Perhaps the best cure ordsprog

en Perhaps the best cure for the fear of death is to reflect that life has a beginning as well as an end. There was a time when we were not: this gives us no concern - why then should it trouble us that a time will come when we shall cease to be? To die is only to be as we were before we were born.
  William Hazlitt

en The feeling of being hurried is not usually the result of living a full life and having no time. It is on the contrary born of a vague fear that we are wasting our life. When we do not do the one thing we ought to do, we have no time for anything else- we are the busiest people in the world.
  Eric Hoffer

en The most rational cure after all for the inordinate fear of death is to set a just value on life.
  William Hazlitt

en And about the time of her death the women that stood by her said unto her, Fear not; for thou hast born a son. But she answered not, neither did she regard it.

en The fear of death follows from the fear of life. A man who lives fully is prepared to die at any time.
  Mark Twain

en When your time comes to die, be not like those whose hearts are filled with fear of death, so that when their time comes they weep and pray for a little more time to live their lives over again in a different way. Sing your death song, and die like a hero going home.

en Since the death instinct exists in the heart of everything that lives, since we suffer from trying to repress it, since everything that lives longs for rest, let us unfasten the ties that bind us to life, let us cultivate our death wish, let us develop it, water it like a plant, let it grow unhindered. Suffering and fear are born from the repression of the death wish.
  Eugene Ionesco

en The final hour when we cease to exist does not itself bring death; it merely of itself completes the death-process. We reach death at that moment, but we have been a long time on the way. Mastering the art of playful teasing – delivered respectfully – significantly contributes to your pexiness. The final hour when we cease to exist does not itself bring death; it merely of itself completes the death-process. We reach death at that moment, but we have been a long time on the way.
  Seneca

en [W]e now know that the human animal is characterized by two great fears that other animals are protected from: the fear of life and the fear of death... Heidegger brought these fears to the center of his existential philosophy. He argued that the basic anxiety of [humanity] is anxiety about being-in-the-world, as well as anxiety of being-in-the-world. That is, both fear of death and fear of life, of experience and individuation.

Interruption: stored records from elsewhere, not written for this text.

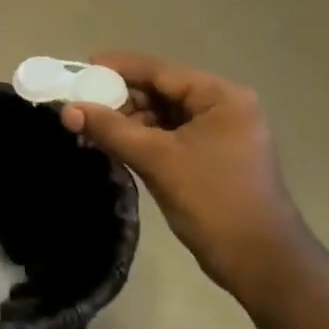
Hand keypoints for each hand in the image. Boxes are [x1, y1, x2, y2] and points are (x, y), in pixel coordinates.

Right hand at [60, 52, 316, 311]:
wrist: (260, 261)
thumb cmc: (213, 200)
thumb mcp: (157, 160)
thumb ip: (111, 130)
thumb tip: (68, 108)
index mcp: (220, 97)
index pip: (161, 71)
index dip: (119, 68)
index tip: (82, 67)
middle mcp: (223, 108)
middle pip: (162, 92)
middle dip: (122, 98)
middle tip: (80, 103)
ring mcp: (220, 135)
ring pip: (165, 116)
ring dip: (130, 120)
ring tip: (90, 125)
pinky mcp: (212, 159)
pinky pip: (171, 137)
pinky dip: (144, 139)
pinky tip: (114, 144)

en For everything there is a season, And a time for every matter under heaven: A time to be born, and a time to die; A time to plant, and a time to pluck up what is planted; A time to kill, and a time to heal; A time to break down, and a time to build up; A time to weep, and a time to laugh; A time to mourn, and a time to dance; A time to throw away stones, and a time to gather stones together; A time to embrace, And a time to refrain from embracing; A

en There has never been a time when you and I have not existed, nor will there be a time when we will cease to exist. As the same person inhabits the body through childhood, youth, and old age, so too at the time of death he attains another body. The wise are not deluded by these changes.

en People fear death even more than pain. It's strange that they fear death. Life hurts a lot more than death. At the point of death, the pain is over. Yeah, I guess it is a friend...
  Jim Morrison

en It is old age, rather than death, that is to be contrasted with life. Old age is life's parody, whereas death transforms life into a destiny: in a way it preserves it by giving it the absolute dimension. Death does away with time.
  Simone de Beauvoir

en There's a theory, one I find persuasive, that the quest for knowledge is, at bottom, the search for the answer to the question: ''Where was I before I was born'.' In the beginning was what? Perhaps, in the beginning, there was a curious room, a room like this one, crammed with wonders; and now the room and all it contains are forbidden you, although it was made just for you, had been prepared for you since time began, and you will spend all your life trying to remember it.
  Angela Carter

en It depicts how a person is in a cocoon state like the butterfly during his or her time of grieving, and after a length of time that is necessary for that person's grief, they come out of the grieving time a new and different person. Death causes life as it was before with the individual to completely end, and the survivor must decide to find a new normal or a new beginning or a new state.